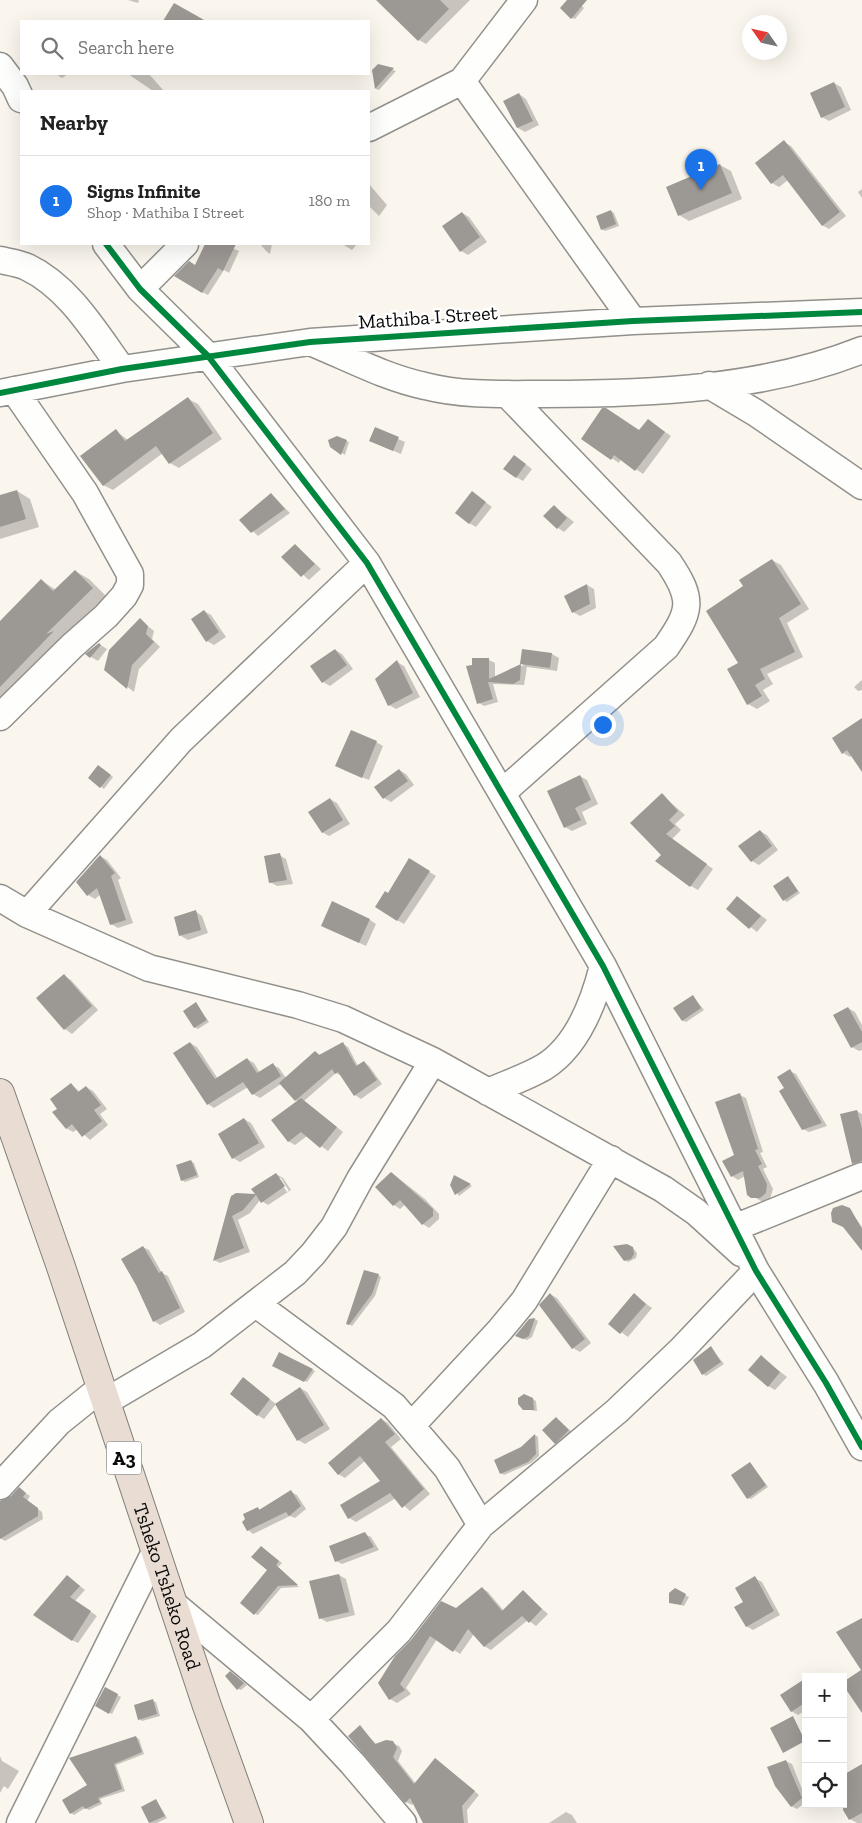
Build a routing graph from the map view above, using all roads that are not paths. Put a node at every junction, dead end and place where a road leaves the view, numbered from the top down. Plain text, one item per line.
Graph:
1 (524, 0) edge
2 (0, 66) edge
3 (462, 81) junction
4 (20, 97) edge
5 (370, 127) edge
6 (107, 245) edge
7 (184, 245) edge
8 (0, 260) edge
9 (140, 289) junction
10 (862, 312) edge
11 (633, 321) junction
12 (310, 342) junction
13 (862, 350) edge
14 (208, 356) junction
15 (122, 369) junction
16 (709, 385) junction
17 (7, 391) edge
18 (507, 394) junction
19 (862, 486) edge
20 (367, 563) junction
21 (0, 717) edge
22 (503, 792) junction
23 (0, 898) edge
24 (27, 914) junction
25 (603, 966) junction
26 (434, 1061) junction
27 (488, 1092) junction
28 (0, 1093) edge
29 (4, 1122) edge
30 (611, 1159) junction
31 (862, 1176) edge
32 (734, 1228) junction
33 (755, 1268) junction
34 (256, 1304) junction
35 (103, 1396) junction
36 (412, 1425) junction
37 (862, 1447) edge
38 (0, 1486) edge
39 (481, 1525) junction
40 (155, 1552) junction
41 (172, 1603) junction
42 (311, 1719) junction
43 (20, 1823) edge
44 (249, 1823) edge
45 (402, 1823) edge

1 - 3 street
2 - 4 street
3 - 5 street
3 - 11 street
6 - 9 street
7 - 9 street
8 - 15 street
9 - 14 street
10 - 11 street, Mathiba I Street
11 - 12 street, Mathiba I Street
12 - 14 street, Mathiba I Street
12 - 18 street
13 - 16 street
14 - 15 street, Mathiba I Street
14 - 20 street
15 - 17 street, Mathiba I Street
16 - 18 street
16 - 19 street
17 - 21 street
18 - 22 street
20 - 22 street
20 - 24 street
22 - 25 street
23 - 24 street
24 - 26 street
25 - 27 street
25 - 32 street
26 - 27 street
26 - 34 street
27 - 30 street
28 - 29 highway, Tsheko Tsheko Road / A3
29 - 35 highway, Tsheko Tsheko Road / A3
30 - 33 street
30 - 36 street
31 - 32 street
32 - 33 street
33 - 37 street
33 - 39 street
34 - 35 street
34 - 36 street
35 - 38 street
35 - 40 highway, Tsheko Tsheko Road / A3
36 - 39 street
39 - 42 street
40 - 41 highway, Tsheko Tsheko Road / A3
40 - 43 street
41 - 42 street
41 - 44 highway, Tsheko Tsheko Road / A3
42 - 45 street

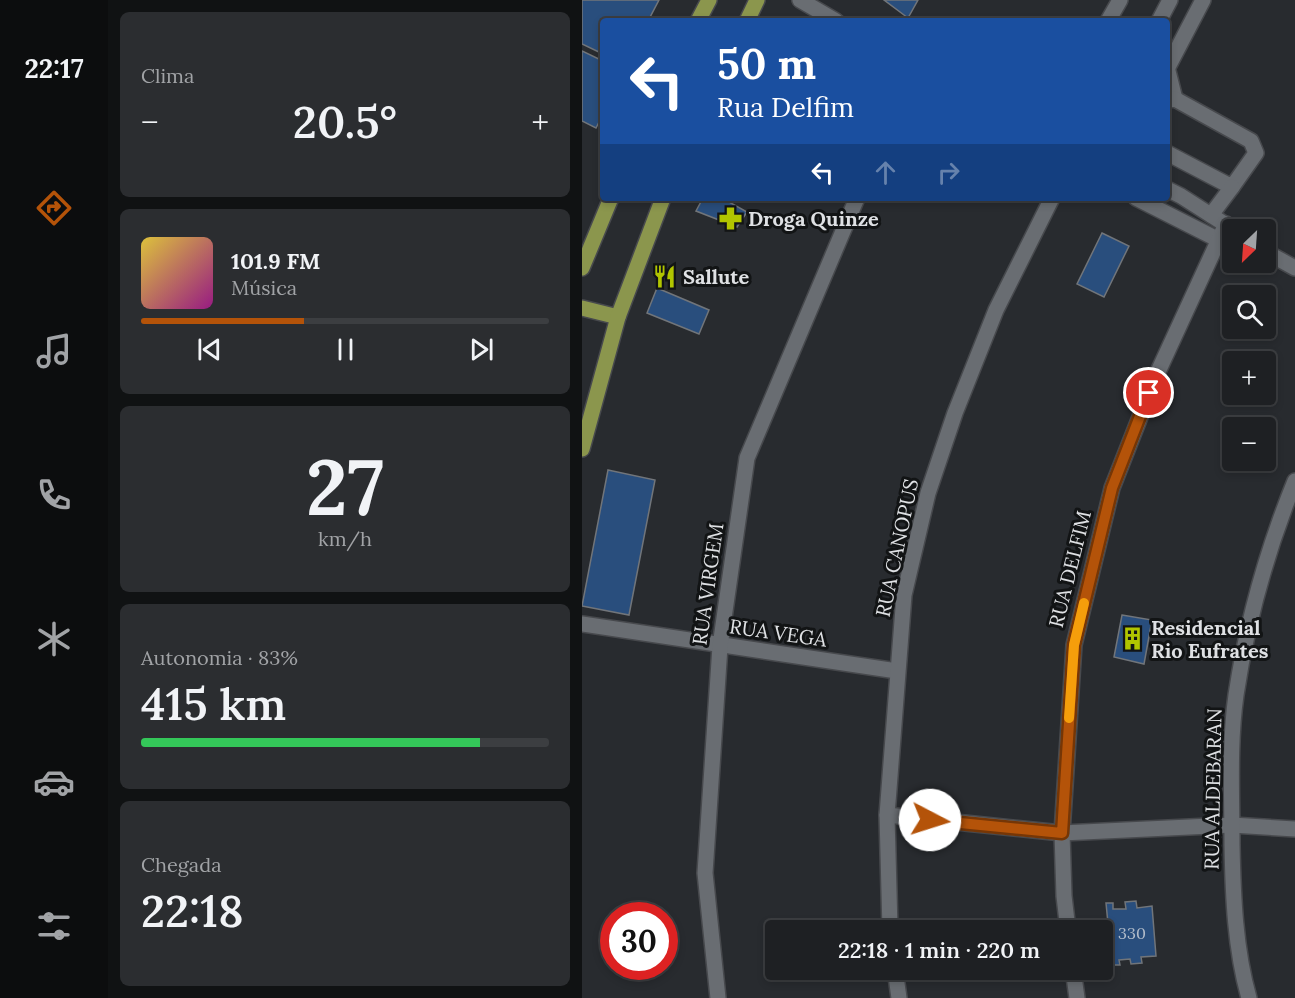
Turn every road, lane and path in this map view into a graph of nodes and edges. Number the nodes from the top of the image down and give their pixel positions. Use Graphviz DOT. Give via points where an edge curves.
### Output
graph roads {
  1 [pos="709,0"];
  2 [pos="757,0"];
  3 [pos="800,0"];
  4 [pos="1120,0"];
  5 [pos="1170,0"];
  6 [pos="1203,0"];
  7 [pos="700,18"];
  8 [pos="748,18"];
  9 [pos="831,18"];
  10 [pos="1110,18"];
  11 [pos="1161,18"];
  12 [pos="1170,61"];
  13 [pos="1171,99"];
  14 [pos="1170,155"];
  15 [pos="1232,187"];
  16 [pos="1170,190"];
  17 [pos="610,201"];
  18 [pos="662,201"];
  19 [pos="856,201"];
  20 [pos="1050,201"];
  21 [pos="1142,201"];
  22 [pos="1211,215"];
  23 [pos="1222,222"];
  24 [pos="1222,234"];
  25 [pos="1217,239"];
  26 [pos="1222,241"];
  27 [pos="1276,258"];
  28 [pos="582,268"];
  29 [pos="1295,268"];
  30 [pos="582,308"];
  31 [pos="618,317"];
  32 [pos="582,449"];
  33 [pos="1295,481"];
  34 [pos="582,624"];
  35 [pos="720,646"];
  36 [pos="897,671"];
  37 [pos="886,815"];
  38 [pos="1232,825"];
  39 [pos="1295,829"];
  40 [pos="1062,833"];
  41 [pos="890,920"];
  42 [pos="1067,920"];
  43 [pos="897,980"];
  44 [pos="1075,980"];
  45 [pos="718,998"];
  46 [pos="899,998"];
  47 [pos="1077,998"];
  48 [pos="1249,998"];
  1 -- 7 [label="main road"];
  2 -- 8 [label="main road"];
  3 -- 9 [label="street"];
  4 -- 10 [label="street"];
  5 -- 11 [label="street"];
  6 -- 12 [label="street"];
  13 -- 15 [label="street" via="1251,141 1256,153"];
  14 -- 15 [label="street"];
  15 -- 22 [label="street"];
  16 -- 22 [label="street"];
  17 -- 28 [label="main road"];
  18 -- 31 [label="main road"];
  19 -- 35 [label="street, RUA VIRGEM" via="747,458"];
  20 -- 36 [label="street, RUA CANOPUS" via="996,310 935,473 904,596"];
  21 -- 25 [label="street"];
  22 -- 23 [label="street"];
  24 -- 25 [label="street, RUA DELFIM"];
  25 -- 26 [label="street"];
  25 -- 40 [label="street, RUA DELFIM" via="1112,488 1074,645"];
  27 -- 29 [label="street"];
  30 -- 31 [label="main road"];
  31 -- 32 [label="main road"];
  33 -- 38 [label="street, RUA ALDEBARAN" via="1276,527 1252,612 1236,696"];
  34 -- 35 [label="street, RUA VEGA"];
  35 -- 36 [label="street, RUA VEGA"];
  35 -- 45 [label="street, RUA VIRGEM" via="705,873"];
  36 -- 37 [label="street, RUA CANOPUS"];
  37 -- 40 [label="street"];
  37 -- 41 [label="street, RUA CANOPUS"];
  38 -- 39 [label="street"];
  38 -- 40 [label="street"];
  38 -- 48 [label="street, RUA ALDEBARAN" via="1233,887"];
  40 -- 42 [label="street, RUA DELFIM"];
  43 -- 46 [label="street"];
  44 -- 47 [label="street"];
}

• [What is needed]: Out of the records, collect only those lines that contain the string "Tsheko".

• [Response box]:
28 - 29 highway, Tsheko Tsheko Road / A3
29 - 35 highway, Tsheko Tsheko Road / A3
35 - 40 highway, Tsheko Tsheko Road / A3
40 - 41 highway, Tsheko Tsheko Road / A3
41 - 44 highway, Tsheko Tsheko Road / A3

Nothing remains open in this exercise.